DOC NYC ’21: Dean Martin, King of Cool

Like Miles Davis or Picasso, Dean Martin had distinct periods to his career. There was the Martin & Lewis era, the early-Rat Pack Oceans 11 years, and the late-Rat Pack Cannonball Run period. Throughout it all, he maintained megawatt star-power. Tom Donahue chronicles his life and career in Dean Martin: King of Cool, which screens as part of the 2021 DOC NYC, until its TCM premiere.

Martin grew up speaking Italian in his working-class Italian family. He mostly scuffled as a boxer and a big band vocalist, until he met a comic on the vaudeville circuit named Jerry Lewis. As Martin & Lewis, they became the biggest duo-act in Hollywood, but everyone assumed Lewis was the one primarily responsible for their success. However, a fairly influential show business figure by the name of Frank Sinatra recognized Martin’s talents.

Donahue does solid work documenting the ups and downs of Martin’s career. He makes it clear the crooner was no mere sidekick or a boozy novelty act in the style of Foster Brooks. In fact, viewers of Generation X-age and younger might be surprised how popular his top-10 TV variety show was in its day. Donahue’s talking heads also give him a lot of credit for standing up to Sinatra, particularly when he refused to perform for JFK’s inauguration, when they axed Sammy Dais Jr., so as not to offend the solidly-Democratic, segregationist South.

Frankly, Donahue’s film is likely to inspire a lot of fresh new respect for Martin, which is what this sort of documentary should do. One of the leading voices in the film is his daughter Deana, but it is still a balanced portrait rather than fannish hagiography. Yet, there are some genuinely poignant moments, especially when it addresses the death of his son, Dean Paul Martin in 1987. Tragically, the younger Martin died while on active-duty with the California Air National Guard, when he encountered a freak meteorological incident. In fact, the younger Martin also deserves great credit for his service. It was something he did not need to do, since he had his own active acting career, yet he still wanted to serve.

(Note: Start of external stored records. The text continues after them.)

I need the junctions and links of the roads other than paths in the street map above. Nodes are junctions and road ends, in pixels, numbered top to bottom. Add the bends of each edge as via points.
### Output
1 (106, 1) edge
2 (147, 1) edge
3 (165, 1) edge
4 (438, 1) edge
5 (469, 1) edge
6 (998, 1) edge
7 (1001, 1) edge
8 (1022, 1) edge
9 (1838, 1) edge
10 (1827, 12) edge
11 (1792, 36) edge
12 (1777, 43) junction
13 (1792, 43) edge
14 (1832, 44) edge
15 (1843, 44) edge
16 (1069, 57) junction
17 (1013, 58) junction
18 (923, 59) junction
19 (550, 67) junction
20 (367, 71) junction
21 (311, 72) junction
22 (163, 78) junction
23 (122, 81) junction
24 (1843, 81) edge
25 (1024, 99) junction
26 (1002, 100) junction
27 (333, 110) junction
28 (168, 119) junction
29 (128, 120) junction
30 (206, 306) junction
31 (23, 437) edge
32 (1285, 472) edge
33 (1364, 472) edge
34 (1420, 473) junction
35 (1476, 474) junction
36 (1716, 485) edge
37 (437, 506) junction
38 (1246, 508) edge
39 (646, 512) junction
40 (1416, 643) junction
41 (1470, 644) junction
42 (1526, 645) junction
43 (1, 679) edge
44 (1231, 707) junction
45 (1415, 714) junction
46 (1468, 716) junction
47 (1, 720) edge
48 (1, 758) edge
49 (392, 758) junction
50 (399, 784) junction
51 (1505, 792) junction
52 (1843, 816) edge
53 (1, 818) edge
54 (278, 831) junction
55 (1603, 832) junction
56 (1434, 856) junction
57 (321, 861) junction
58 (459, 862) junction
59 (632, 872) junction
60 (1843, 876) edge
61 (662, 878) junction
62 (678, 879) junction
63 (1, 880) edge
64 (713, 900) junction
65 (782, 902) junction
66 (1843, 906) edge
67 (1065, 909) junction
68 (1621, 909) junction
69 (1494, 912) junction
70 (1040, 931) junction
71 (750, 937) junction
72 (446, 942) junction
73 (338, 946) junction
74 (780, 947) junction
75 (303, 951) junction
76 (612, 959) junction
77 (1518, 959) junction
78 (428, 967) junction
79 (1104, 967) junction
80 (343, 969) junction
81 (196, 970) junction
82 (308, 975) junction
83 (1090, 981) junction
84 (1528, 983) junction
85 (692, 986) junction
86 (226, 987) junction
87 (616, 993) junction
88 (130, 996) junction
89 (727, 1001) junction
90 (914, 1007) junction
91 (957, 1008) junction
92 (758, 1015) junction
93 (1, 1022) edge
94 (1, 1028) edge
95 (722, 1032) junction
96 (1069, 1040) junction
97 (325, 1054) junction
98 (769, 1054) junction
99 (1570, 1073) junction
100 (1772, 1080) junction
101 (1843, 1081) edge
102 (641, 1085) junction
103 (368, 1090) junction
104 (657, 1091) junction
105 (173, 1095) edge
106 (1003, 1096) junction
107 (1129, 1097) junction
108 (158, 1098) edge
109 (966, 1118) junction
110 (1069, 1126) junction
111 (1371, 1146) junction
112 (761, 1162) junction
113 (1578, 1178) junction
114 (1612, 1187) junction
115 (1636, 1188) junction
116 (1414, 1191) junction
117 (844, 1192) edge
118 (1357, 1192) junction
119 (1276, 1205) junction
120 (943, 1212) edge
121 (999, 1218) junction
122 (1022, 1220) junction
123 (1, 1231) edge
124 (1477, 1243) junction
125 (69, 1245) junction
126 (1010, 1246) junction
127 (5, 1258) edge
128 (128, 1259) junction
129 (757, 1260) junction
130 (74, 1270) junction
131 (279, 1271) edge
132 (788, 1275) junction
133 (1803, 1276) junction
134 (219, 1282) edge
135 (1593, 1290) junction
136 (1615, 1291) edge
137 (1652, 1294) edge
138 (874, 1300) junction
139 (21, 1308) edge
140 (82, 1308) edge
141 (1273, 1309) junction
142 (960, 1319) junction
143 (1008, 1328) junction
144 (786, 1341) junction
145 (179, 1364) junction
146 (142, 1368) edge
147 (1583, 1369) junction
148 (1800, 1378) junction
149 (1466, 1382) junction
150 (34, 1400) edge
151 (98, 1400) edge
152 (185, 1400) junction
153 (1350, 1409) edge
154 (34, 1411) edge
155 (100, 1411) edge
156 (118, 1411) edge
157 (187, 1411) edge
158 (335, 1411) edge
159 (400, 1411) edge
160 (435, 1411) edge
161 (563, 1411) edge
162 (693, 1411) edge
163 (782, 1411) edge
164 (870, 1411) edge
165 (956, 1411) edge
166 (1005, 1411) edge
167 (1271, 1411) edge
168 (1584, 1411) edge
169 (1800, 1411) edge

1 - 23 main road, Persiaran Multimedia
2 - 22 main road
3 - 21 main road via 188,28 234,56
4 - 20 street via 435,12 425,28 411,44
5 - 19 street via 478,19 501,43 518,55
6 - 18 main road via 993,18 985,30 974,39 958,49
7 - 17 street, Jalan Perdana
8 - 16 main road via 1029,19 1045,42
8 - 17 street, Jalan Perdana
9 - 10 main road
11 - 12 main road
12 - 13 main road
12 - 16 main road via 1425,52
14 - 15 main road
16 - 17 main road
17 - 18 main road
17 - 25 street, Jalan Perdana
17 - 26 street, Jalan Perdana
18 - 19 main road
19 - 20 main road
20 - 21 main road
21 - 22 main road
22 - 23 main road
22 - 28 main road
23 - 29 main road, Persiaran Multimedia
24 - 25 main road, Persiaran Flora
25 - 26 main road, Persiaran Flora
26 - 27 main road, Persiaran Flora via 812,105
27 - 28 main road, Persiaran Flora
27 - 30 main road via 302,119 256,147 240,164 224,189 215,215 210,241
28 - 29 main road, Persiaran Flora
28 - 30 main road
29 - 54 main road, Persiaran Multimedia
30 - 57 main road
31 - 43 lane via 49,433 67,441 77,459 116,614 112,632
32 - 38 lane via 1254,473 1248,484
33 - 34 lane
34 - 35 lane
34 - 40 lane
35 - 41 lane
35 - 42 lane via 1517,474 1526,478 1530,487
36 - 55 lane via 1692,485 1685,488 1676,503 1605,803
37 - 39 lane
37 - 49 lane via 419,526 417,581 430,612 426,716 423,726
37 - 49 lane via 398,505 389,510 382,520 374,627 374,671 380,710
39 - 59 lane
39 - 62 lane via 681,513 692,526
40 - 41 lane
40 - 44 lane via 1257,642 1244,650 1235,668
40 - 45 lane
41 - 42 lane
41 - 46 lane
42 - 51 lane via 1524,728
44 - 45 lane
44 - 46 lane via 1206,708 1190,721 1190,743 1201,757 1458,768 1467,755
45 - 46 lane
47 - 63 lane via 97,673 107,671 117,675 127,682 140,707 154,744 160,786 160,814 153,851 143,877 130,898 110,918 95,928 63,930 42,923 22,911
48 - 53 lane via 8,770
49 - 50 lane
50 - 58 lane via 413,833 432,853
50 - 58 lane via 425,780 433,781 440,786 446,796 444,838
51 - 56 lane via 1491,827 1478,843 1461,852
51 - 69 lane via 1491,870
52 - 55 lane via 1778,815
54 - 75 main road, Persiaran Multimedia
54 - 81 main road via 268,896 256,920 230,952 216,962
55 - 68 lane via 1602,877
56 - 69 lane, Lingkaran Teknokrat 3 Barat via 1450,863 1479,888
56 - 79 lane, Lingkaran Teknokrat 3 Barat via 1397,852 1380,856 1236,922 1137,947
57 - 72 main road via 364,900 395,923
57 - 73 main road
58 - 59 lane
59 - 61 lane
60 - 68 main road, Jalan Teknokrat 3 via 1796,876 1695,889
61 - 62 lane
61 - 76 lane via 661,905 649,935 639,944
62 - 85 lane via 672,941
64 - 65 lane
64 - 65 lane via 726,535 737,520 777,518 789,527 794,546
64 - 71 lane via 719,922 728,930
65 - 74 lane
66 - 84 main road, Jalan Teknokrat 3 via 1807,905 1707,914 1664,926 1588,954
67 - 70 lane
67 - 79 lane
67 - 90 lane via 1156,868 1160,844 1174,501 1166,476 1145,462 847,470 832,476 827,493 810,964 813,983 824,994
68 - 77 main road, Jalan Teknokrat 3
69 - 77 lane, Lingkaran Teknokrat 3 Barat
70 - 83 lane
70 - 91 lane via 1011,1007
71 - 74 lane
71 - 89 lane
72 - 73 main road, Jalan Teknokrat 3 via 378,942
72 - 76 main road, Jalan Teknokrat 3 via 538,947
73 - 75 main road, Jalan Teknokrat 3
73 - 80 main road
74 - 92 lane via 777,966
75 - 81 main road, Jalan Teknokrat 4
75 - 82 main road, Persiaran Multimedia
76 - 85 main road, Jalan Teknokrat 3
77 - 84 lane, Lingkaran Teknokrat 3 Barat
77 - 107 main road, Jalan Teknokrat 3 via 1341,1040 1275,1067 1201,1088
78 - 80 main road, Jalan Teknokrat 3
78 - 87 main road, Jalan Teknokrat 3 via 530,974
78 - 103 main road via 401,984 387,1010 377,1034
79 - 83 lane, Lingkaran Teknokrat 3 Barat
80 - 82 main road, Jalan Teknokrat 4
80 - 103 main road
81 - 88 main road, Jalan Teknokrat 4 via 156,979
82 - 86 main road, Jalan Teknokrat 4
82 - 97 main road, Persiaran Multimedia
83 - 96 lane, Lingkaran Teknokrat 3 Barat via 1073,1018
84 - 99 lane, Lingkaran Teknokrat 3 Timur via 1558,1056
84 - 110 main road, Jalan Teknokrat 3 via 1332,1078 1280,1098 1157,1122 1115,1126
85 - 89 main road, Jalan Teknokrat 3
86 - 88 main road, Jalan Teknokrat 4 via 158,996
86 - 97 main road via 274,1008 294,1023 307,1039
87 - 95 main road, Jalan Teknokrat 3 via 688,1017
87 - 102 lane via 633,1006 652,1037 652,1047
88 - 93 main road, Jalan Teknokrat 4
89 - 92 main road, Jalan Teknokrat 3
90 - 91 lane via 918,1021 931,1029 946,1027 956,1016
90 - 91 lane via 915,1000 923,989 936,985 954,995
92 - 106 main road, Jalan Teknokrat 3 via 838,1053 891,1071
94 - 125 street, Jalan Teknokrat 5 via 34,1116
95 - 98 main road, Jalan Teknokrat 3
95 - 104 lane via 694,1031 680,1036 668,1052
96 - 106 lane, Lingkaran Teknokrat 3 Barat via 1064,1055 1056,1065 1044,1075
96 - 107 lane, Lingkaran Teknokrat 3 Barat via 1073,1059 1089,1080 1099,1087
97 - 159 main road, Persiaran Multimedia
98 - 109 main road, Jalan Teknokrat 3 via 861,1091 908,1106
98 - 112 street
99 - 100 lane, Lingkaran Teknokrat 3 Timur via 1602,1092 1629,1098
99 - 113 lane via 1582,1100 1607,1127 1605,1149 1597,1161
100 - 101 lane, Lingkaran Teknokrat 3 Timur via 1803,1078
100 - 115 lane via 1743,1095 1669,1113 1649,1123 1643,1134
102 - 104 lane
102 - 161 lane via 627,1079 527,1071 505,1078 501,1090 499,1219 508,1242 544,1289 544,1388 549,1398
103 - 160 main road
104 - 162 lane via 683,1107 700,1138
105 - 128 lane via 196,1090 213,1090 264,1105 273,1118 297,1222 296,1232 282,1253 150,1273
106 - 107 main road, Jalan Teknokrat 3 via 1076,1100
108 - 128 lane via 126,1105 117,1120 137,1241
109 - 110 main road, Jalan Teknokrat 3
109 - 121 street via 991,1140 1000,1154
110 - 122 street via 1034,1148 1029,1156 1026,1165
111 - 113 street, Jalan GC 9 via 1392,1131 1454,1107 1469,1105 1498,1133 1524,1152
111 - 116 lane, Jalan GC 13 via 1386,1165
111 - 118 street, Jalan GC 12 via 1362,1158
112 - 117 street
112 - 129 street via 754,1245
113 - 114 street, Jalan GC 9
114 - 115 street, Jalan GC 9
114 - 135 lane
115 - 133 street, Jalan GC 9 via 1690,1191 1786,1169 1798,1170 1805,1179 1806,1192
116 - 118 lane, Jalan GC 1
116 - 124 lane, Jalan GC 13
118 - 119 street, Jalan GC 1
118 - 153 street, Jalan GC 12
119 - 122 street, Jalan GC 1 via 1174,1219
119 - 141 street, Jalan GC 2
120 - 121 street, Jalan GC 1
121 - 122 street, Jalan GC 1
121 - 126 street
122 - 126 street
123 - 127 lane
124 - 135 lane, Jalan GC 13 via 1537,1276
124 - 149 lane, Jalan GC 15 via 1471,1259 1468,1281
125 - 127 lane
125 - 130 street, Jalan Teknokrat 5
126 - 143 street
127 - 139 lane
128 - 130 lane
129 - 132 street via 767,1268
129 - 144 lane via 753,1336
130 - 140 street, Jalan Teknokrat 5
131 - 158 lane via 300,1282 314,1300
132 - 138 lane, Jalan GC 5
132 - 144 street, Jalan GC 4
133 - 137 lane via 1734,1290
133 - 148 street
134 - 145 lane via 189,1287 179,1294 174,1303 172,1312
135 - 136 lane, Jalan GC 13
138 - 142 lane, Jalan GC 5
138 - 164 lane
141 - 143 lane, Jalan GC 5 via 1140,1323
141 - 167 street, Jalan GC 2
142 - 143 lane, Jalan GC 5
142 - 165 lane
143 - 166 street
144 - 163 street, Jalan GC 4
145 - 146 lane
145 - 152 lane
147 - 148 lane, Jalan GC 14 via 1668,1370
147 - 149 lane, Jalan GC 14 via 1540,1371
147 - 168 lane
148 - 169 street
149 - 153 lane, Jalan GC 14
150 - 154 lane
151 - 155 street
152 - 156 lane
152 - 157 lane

For those who grew up in the 1980s, Martin was someone you were accustomed to see on TV, just because he was famous. Donahue and company nicely explain his enduring appeal and put his entire career in context. Still, “the king of cool?” Cooler than Miles Davis? Cooler than Billy Eckstine? Maybe not, but yes, he was definitely cool. Regardless, it is tough to beat the nostalgia of seeing Martin appear on vintage productions, like the Jerry Lewis MD telethon. Highly recommended as pop culture and pop music history,
Dean Martin: King of Cool screens in-person again today (11/15) and online 11/15-11/18) during this year’s DOC NYC, before premiering Friday (11/19) on TCM.